Последние указания, которые разведчица оставляла своим людям, предполагали, что, скорее всего, она не вернётся. За старшего оставила Дулдокравна. Его было удобнее всего инструктировать — давний любовник понимал с полуслова. Конечно, среди её людей были кандидатуры и посолиднее. Да какая разница, если разведке осталось существовать в лучшем случае считанные месяцы. Не дольше, чем самому Яралу.

Но есть задачи, которые бросить нельзя. Во-первых, маленький Драеладр. Его надлежит хорошо спрятать. Если вывезти из Ярала не удастся, есть лишь одно подходящее место, куда Патриархи не сунутся с индикаторными камнями — Оползневый склон.
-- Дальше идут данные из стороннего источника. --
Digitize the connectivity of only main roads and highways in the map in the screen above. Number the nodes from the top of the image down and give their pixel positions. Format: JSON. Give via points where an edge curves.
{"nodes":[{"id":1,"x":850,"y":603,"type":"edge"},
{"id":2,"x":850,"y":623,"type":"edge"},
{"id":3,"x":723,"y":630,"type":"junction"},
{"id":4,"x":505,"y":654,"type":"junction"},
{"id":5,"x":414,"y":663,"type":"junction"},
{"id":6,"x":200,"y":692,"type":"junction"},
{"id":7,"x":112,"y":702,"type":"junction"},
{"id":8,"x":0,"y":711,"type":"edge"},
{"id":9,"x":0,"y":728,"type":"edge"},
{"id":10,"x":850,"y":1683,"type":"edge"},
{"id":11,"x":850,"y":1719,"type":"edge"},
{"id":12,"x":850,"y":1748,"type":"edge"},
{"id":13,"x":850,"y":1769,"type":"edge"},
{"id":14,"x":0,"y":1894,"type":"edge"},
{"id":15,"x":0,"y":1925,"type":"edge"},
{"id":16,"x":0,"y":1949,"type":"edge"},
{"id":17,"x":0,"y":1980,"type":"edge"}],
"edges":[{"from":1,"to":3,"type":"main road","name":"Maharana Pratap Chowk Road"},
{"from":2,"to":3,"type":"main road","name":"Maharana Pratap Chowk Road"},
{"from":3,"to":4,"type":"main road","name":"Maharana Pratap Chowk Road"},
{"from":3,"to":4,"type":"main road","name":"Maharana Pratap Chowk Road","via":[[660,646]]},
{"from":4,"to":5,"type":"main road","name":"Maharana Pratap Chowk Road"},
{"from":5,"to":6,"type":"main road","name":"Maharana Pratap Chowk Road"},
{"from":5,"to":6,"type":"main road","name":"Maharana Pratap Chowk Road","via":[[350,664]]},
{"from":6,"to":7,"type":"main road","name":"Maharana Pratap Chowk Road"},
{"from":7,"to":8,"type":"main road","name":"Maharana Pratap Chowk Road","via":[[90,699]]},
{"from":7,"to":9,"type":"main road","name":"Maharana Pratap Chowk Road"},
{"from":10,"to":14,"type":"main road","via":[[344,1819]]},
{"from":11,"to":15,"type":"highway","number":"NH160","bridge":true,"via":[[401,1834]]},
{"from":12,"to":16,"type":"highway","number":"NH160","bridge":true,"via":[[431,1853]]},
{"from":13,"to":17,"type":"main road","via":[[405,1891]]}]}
Во-вторых, Лулу Марципарина. Мать Драеладра столь тяжело заколдована, что направить её в Канкобру — единственно правильное решение. Но важно, чтобы манифест его драконофобского величества не помешал драконам от Гатаматар за ней прилететь.

В-третьих, сундук с Чичеро. Надо бы его перепрятать от греха подальше. Слишком уж многие интриги мертвецов до сих пор оказывались завязаны на этого многострадального посланника Смерти.

В-четвёртых, картотека…

И многое-многое другое.

Стараясь охватить всё, Кэнэкта обнаруживала себя в нехарактерном для неё растревоженном состоянии. Пыталась встряхнуться, уговаривала себя. Ну вот ещё! А ну соберись! Помогало, но не надолго.

— Отдохни! — советовал Дулдокравн. Его единственный глаз глядел на неё с ласковой болью.

Чтобы отдохнуть, Эрнестина заключала карлика в объятия, прижималась к нему — и только тогда тревога отступала.

Кстати, оставленного в Ярале карлика-возлюбленного Кэнэкта теперь тоже вряд ли увидит, ведь чтобы им встретиться, нужно, чтобы устоял Ярал, чтобы остался на посту Дулдокравн, чтобы сохранилась и сама Кэнэкта.

Как ни парадоксально, местом, где разведчица давала карлику последние инструкции, был дворец Драеладра. По непонятной причине Патриархи его пока обходили стороной. Тогда как в других местах шныряли, что твои тараканы.

* * *

Первым, и, кстати, единственным городом, куда Кэнэкта отвезла на воздушном замке членов Обсерваториума, оказалось Адовадаи.

Начать с Адовадаи придумал сам Гросс-Патриарх Конан. Спросил:

— А служит ли в ваших подпольных дружинах такой Бабозо?

— Да, — ответила Кэнэкта, — он в Адовадаи.

— Вот туда-то нам и надо.

Чем им не угодил Бабозо? Впрочем, Бабозо — такой человек, что может не угодить многим и во многих отношениях.

Во время полёта разведчицу тихо изводили младшие Патриархи. Рассказывали ей, какие хорошие люди мертвецы, как много теряют живые и что за прелесть это посмертие.

Приходилось кивать. За ней ведь следили, вот и приходилось кивать. Но кивала она с задумчивым видом, будто бы своим собственным мыслям. Рассказчиков такая двусмысленность раздражала.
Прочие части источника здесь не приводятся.